Task description -
Below are the records; locate each line with the word "Avenue" and copy it.

+ + +

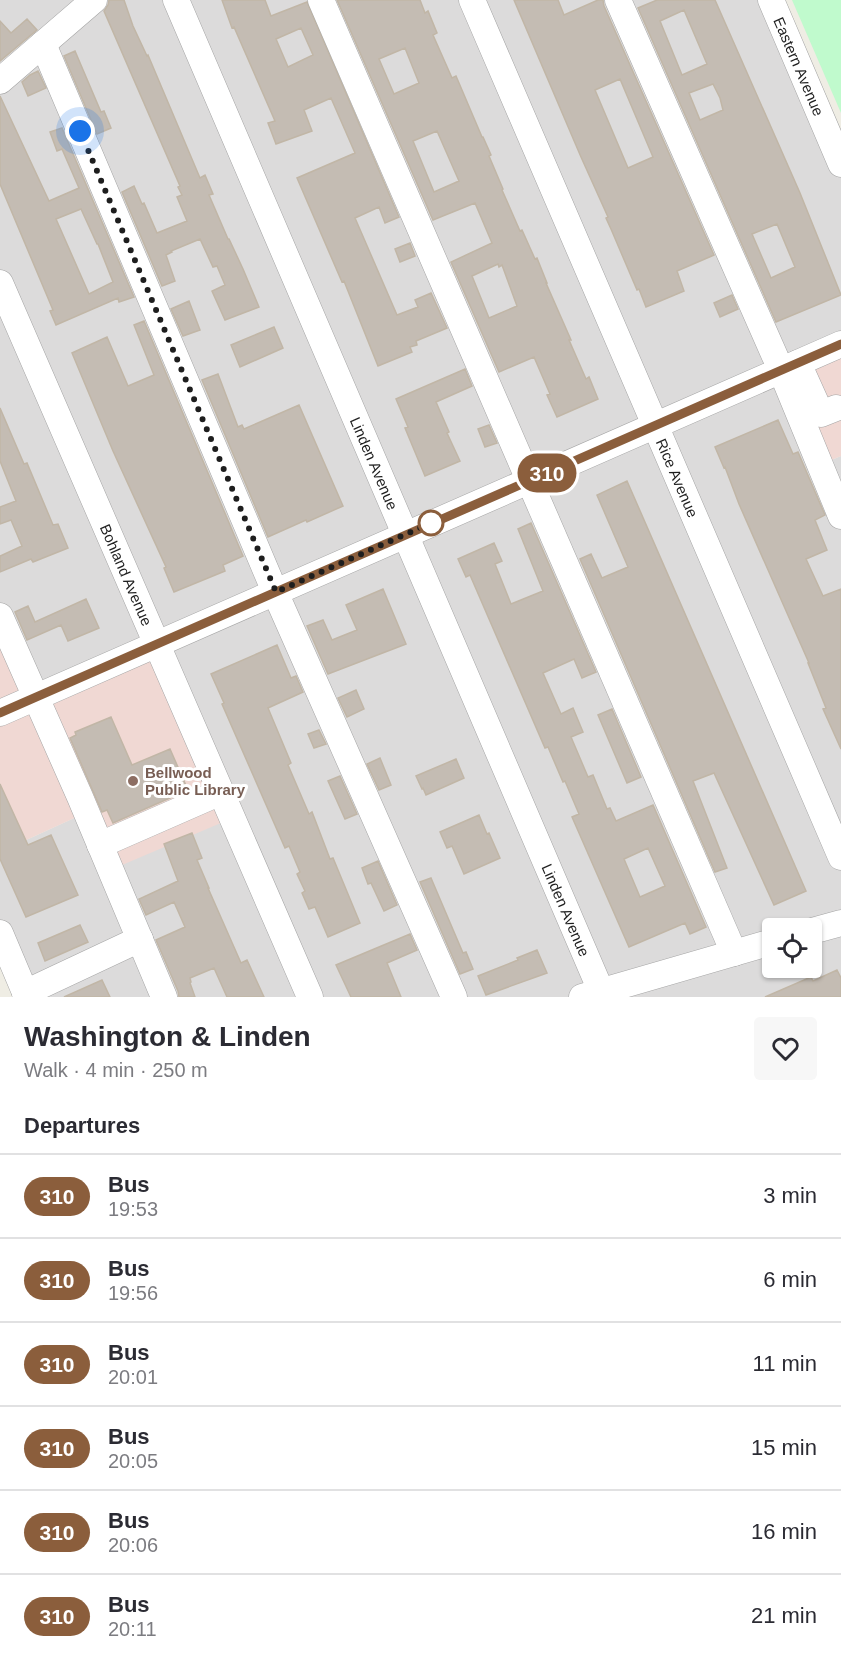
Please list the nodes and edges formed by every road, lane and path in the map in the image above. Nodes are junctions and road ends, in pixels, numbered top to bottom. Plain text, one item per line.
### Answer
1 (94, 0) edge
2 (176, 0) edge
3 (321, 0) edge
4 (472, 0) edge
5 (618, 0) edge
6 (771, 0) edge
7 (43, 44) junction
8 (0, 81) edge
9 (841, 165) edge
10 (0, 283) edge
11 (841, 344) edge
12 (789, 366) junction
13 (836, 408) dead end
14 (655, 426) junction
15 (528, 480) junction
16 (841, 516) edge
17 (406, 535) junction
18 (276, 592) junction
19 (0, 616) edge
20 (157, 645) junction
21 (35, 698) junction
22 (0, 713) edge
23 (221, 792) junction
24 (100, 844) junction
25 (841, 857) edge
26 (841, 923) edge
27 (822, 928) edge
28 (0, 933) edge
29 (140, 939) junction
30 (762, 945) edge
31 (734, 953) junction
32 (591, 994) edge
33 (26, 995) edge
34 (164, 997) edge
35 (310, 997) edge
36 (454, 997) edge

1 - 7 street
2 - 17 street, Linden Avenue
3 - 15 street
4 - 14 street, Rice Avenue
5 - 12 street
6 - 9 street, Eastern Avenue
7 - 8 street
7 - 18 street
10 - 20 street, Bohland Avenue
11 - 12 street
12 - 13 street
12 - 14 street
12 - 16 street
14 - 15 street
14 - 25 street, Rice Avenue
15 - 17 street
15 - 31 street
17 - 18 street
17 - 32 street, Linden Avenue
18 - 20 street
18 - 36 street
19 - 21 street
20 - 21 street
20 - 23 street, Bohland Avenue
21 - 22 street
21 - 24 street
23 - 24 street
23 - 35 street, Bohland Avenue
24 - 29 street
26 - 27 street
28 - 33 street
29 - 33 street
29 - 34 street
30 - 31 street
31 - 32 street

+ + +

Response to the exercise -
2 - 17 street, Linden Avenue
4 - 14 street, Rice Avenue
6 - 9 street, Eastern Avenue
10 - 20 street, Bohland Avenue
14 - 25 street, Rice Avenue
17 - 32 street, Linden Avenue
20 - 23 street, Bohland Avenue
23 - 35 street, Bohland Avenue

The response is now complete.